TEMPO.CO, Jakarta - Nilai tukar rupiah pada Senin sore, 21 Agustus 2017, bergerak menguat 22 poin menjadi Rp 13.340 per dolar Amerika Serikat (AS). Sebelumnya, pada Senin pagi tadi, rupiah dibuka pada level Rp. 13.328 per dolar AS.
"Mata uang dolar AS mengalami tekanan terhadap sejumlah mata uang di kawasan Asia, termasuk rupiah di tengah situasi geopolitik semenanjung Korea kembali menghangat," kata Analis Monex Investindo Futures, Putu Agus, di Jakarta.
Ia mengatakan bahwa aset-aset "safe haven", selain dolar AS, kembali menjadi incaran pelaku pasar uang untuk menjaga nilai. Saat ini, yen Jepang menjadi mata uang "safe haven" yang menarik bagi investor. Situasi itu turut berdampak positif bagi mata uang di kawasan Asia, termasuk rupiah.
Baca: Optimisme Pemerintah Kuatkan Rupiah Menjadi 13.328 per Dolar AS
Di sisi lain, lanjut Putu, harga minyak mentah dunia yang relatif stabil juga turut menjadi penopang mata uang berbasis komoditas seperti rupiah. Terpantau harga minyak jenis WTI Crude berada di posisi 48,52 dolar AS per barel, dan Brent Crude di level 52,52 dolar AS per barel.

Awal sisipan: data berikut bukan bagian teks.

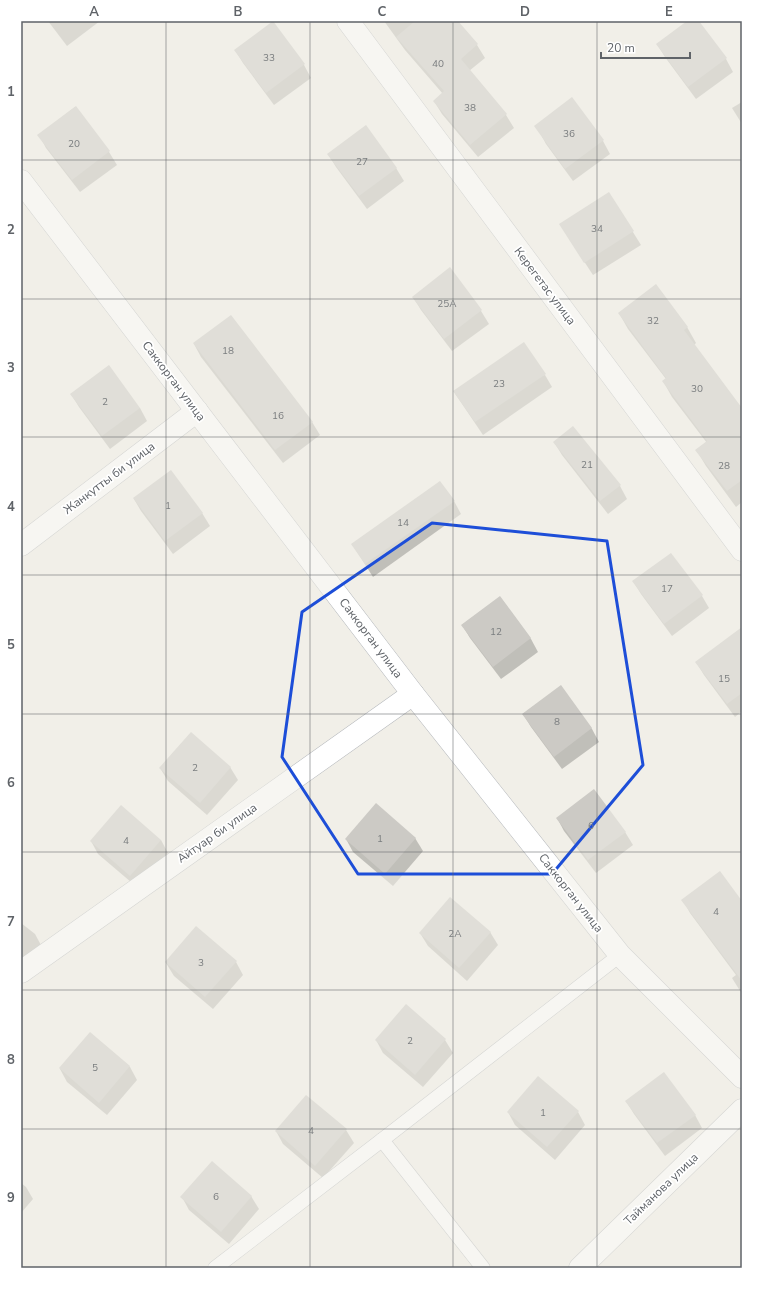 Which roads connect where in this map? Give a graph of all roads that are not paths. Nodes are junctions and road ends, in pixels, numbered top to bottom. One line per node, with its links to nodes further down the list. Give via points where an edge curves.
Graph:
1 (348, 21): 5 (street, Керегетас улица)
2 (21, 181): 3 (street, Саккорган улица)
3 (197, 412): 4 (street, Жанкутты би улица); 6 (street, Саккорган улица)
4 (21, 545)
5 (742, 550)
6 (413, 694): 7 (street, Саккорган улица); 8 (street, Айтуар би улица)
7 (620, 955): 9 (street, Саккорган улица); 11 (lane)
8 (21, 972)
9 (742, 1077)
10 (742, 1110): 14 (street, Тайманова улица)
11 (382, 1140): 12 (lane); 13 (lane)
12 (215, 1268)
13 (484, 1268)
14 (580, 1268) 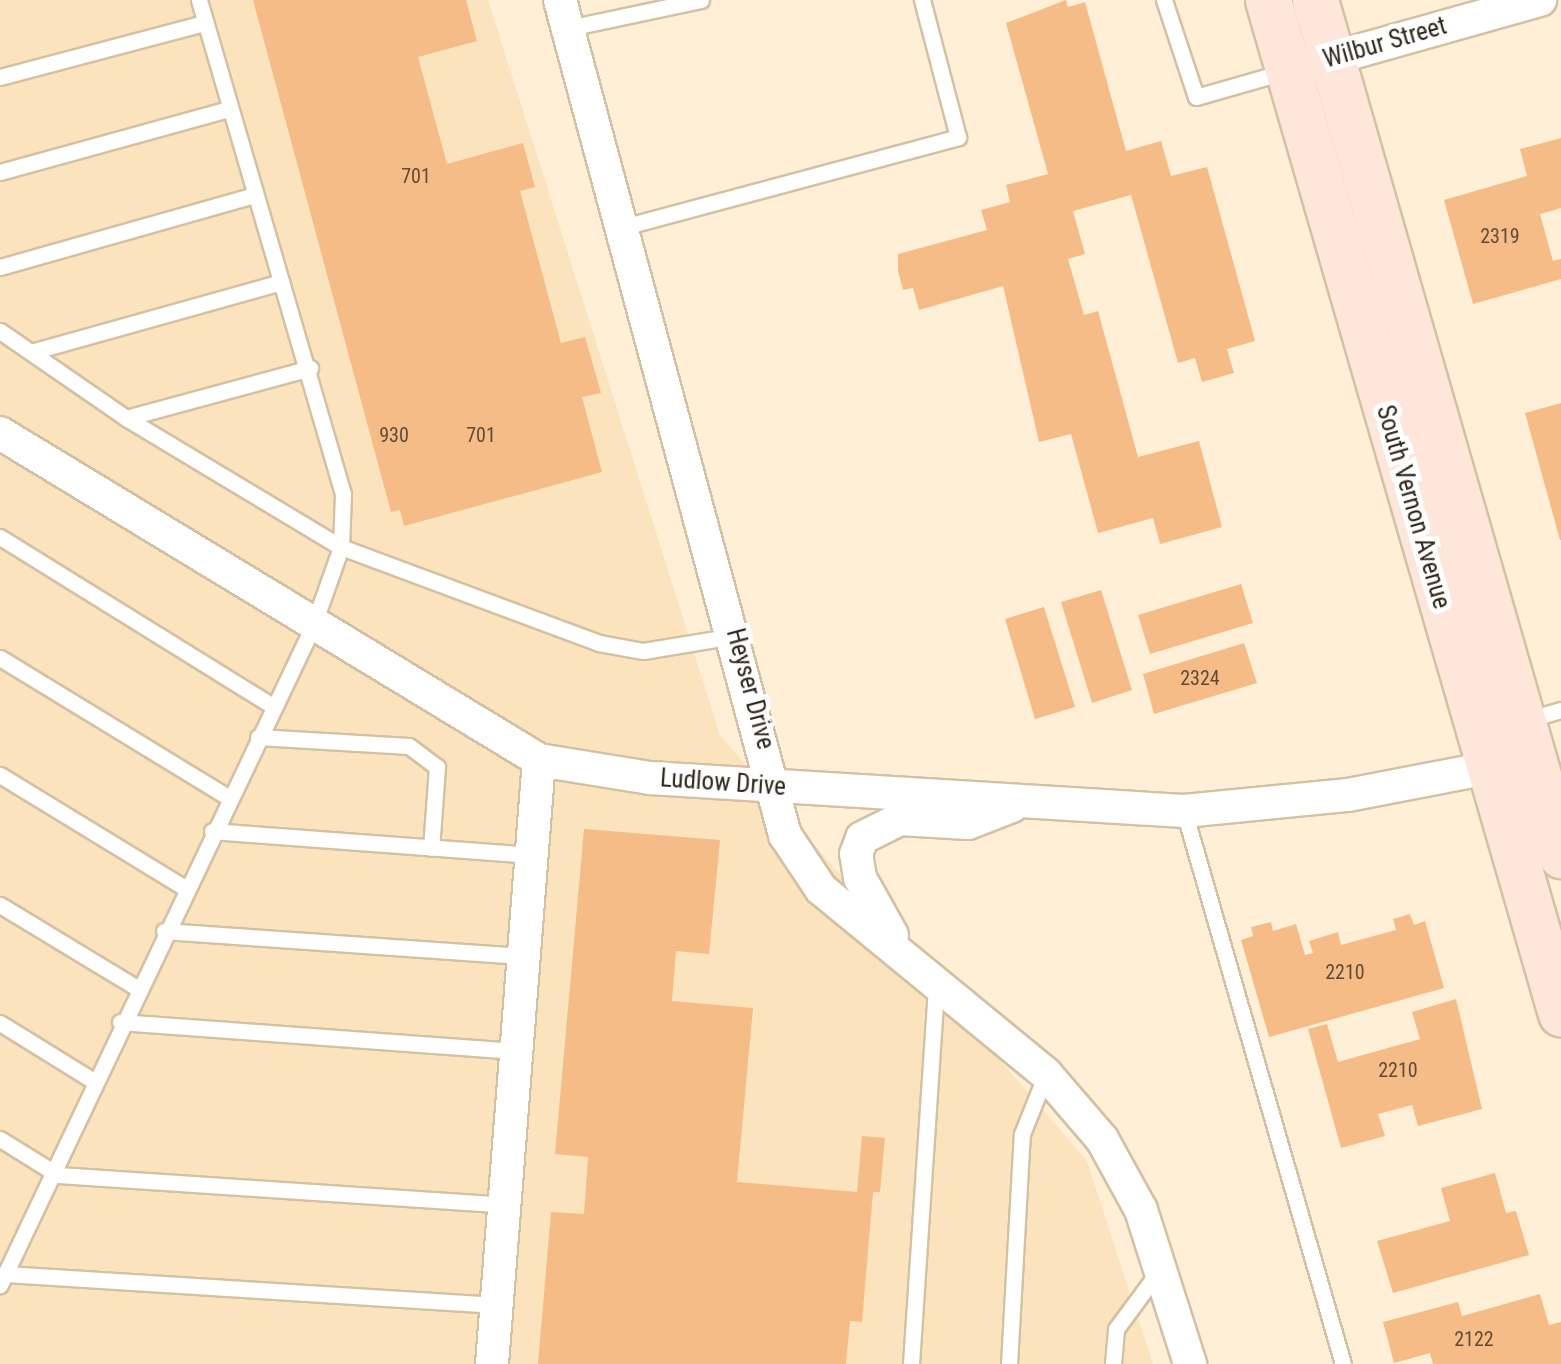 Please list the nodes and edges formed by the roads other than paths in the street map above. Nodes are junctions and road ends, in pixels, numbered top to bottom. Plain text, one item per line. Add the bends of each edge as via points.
1 (198, 0) edge
2 (701, 0) edge
3 (922, 0) edge
4 (1164, 0) edge
5 (1268, 0) edge
6 (1315, 0) edge
7 (1540, 0) edge
8 (564, 14) edge
9 (205, 23) junction
10 (1332, 58) junction
11 (1288, 71) junction
12 (0, 77) edge
13 (228, 109) junction
14 (0, 172) edge
15 (254, 195) junction
16 (623, 227) junction
17 (0, 266) edge
18 (280, 282) junction
19 (0, 331) edge
20 (31, 352) junction
21 (310, 368) junction
22 (126, 418) junction
23 (0, 433) edge
24 (0, 537) edge
25 (341, 546) junction
26 (313, 626) junction
27 (736, 636) junction
28 (0, 658) edge
29 (273, 706) junction
30 (1512, 735) edge
31 (258, 737) junction
32 (539, 760) junction
33 (0, 775) edge
34 (777, 786) junction
35 (228, 797) junction
36 (1026, 801) junction
37 (1184, 811) junction
38 (212, 831) junction
39 (431, 848) junction
40 (528, 855) junction
41 (1561, 855) edge
42 (185, 888) junction
43 (0, 905) edge
44 (164, 931) junction
45 (521, 956) junction
46 (926, 974) junction
47 (137, 988) junction
48 (1561, 1014) edge
49 (120, 1022) junction
50 (0, 1023) edge
51 (512, 1052) junction
52 (1046, 1074) junction
53 (92, 1080) junction
54 (0, 1140) edge
55 (58, 1175) junction
56 (504, 1205) junction
57 (1161, 1267) junction
58 (3, 1280) edge
59 (497, 1305) junction
60 (492, 1364) edge
61 (911, 1364) edge
62 (1009, 1364) edge
63 (1113, 1364) edge
64 (1190, 1364) edge
65 (1343, 1364) edge

1 - 9 lane
2 - 8 lane
3 - 16 lane via 958,136
4 - 11 lane via 1196,96
5 - 11 main road, South Vernon Avenue
6 - 10 main road, South Vernon Avenue
7 - 10 street, Wilbur Street
8 - 16 street, Heyser Drive
9 - 12 lane
9 - 13 lane
10 - 11 street, Wilbur Street
10 - 30 main road, South Vernon Avenue
11 - 30 main road, South Vernon Avenue
13 - 14 lane
13 - 15 lane
15 - 17 lane
15 - 18 lane
16 - 27 street, Heyser Drive
18 - 20 lane
18 - 21 lane
19 - 20 lane
20 - 22 lane
21 - 22 lane
21 - 25 lane via 343,494
22 - 25 lane
23 - 26 street, Ludlow Drive
24 - 29 lane
25 - 26 lane
25 - 27 lane via 599,643 643,652
26 - 29 lane
26 - 32 street, Ludlow Drive
27 - 34 street, Heyser Drive
28 - 35 lane
29 - 31 lane
30 - 37 street, Ludlow Drive via 1348,795
30 - 41 main road, South Vernon Avenue
30 - 48 main road, South Vernon Avenue
31 - 35 lane
31 - 39 lane via 410,746 437,768
32 - 34 street, Ludlow Drive via 650,778
32 - 40 street
33 - 42 lane
34 - 36 street, Ludlow Drive
34 - 46 street, Heyser Drive via 785,835 798,860 821,889
35 - 38 lane
36 - 37 street, Ludlow Drive
36 - 46 street via 968,822 900,819 862,838 856,854 869,902
37 - 65 lane
38 - 39 lane
38 - 42 lane
39 - 40 lane
40 - 45 street
42 - 44 lane
43 - 47 lane
44 - 45 lane
44 - 47 lane
45 - 51 street
46 - 52 street, Heyser Drive
46 - 61 lane
47 - 49 lane
49 - 51 lane
49 - 53 lane
50 - 53 lane
51 - 56 street
52 - 57 street, Heyser Drive via 1102,1139 1141,1210
52 - 62 lane via 1022,1134
53 - 55 lane
54 - 55 lane
55 - 56 lane
55 - 58 lane
56 - 59 street
57 - 63 lane via 1116,1329
57 - 64 street, Heyser Drive
58 - 59 lane
59 - 60 street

Analis Binaartha Sekuritas, Reza Priyambada, menambahkan bahwa permintaan nilai tukar rupiah cukup tinggi seiring dengan pasar surat utang atau obligasi di dalam negeri yang kondusif.
"Permintaan rupiah diproyeksikan cenderung meningkat seiring dengan peringkat investasi Indonesia yang berada dalam level investment grade. Pelaku pasar cenderung memilih melakukan pembelian pada obligasi tenor panjang secara bertahap," katanya.
Sementara itu, dalam kurs tengah Bank Indonesia (BI) pada Senin, 21 Agustus 2017, rupiah bergerak menguat ke posisi Rp 13.355 dibandingkan posisi sebelumnya Rp 13.368 per dolar AS.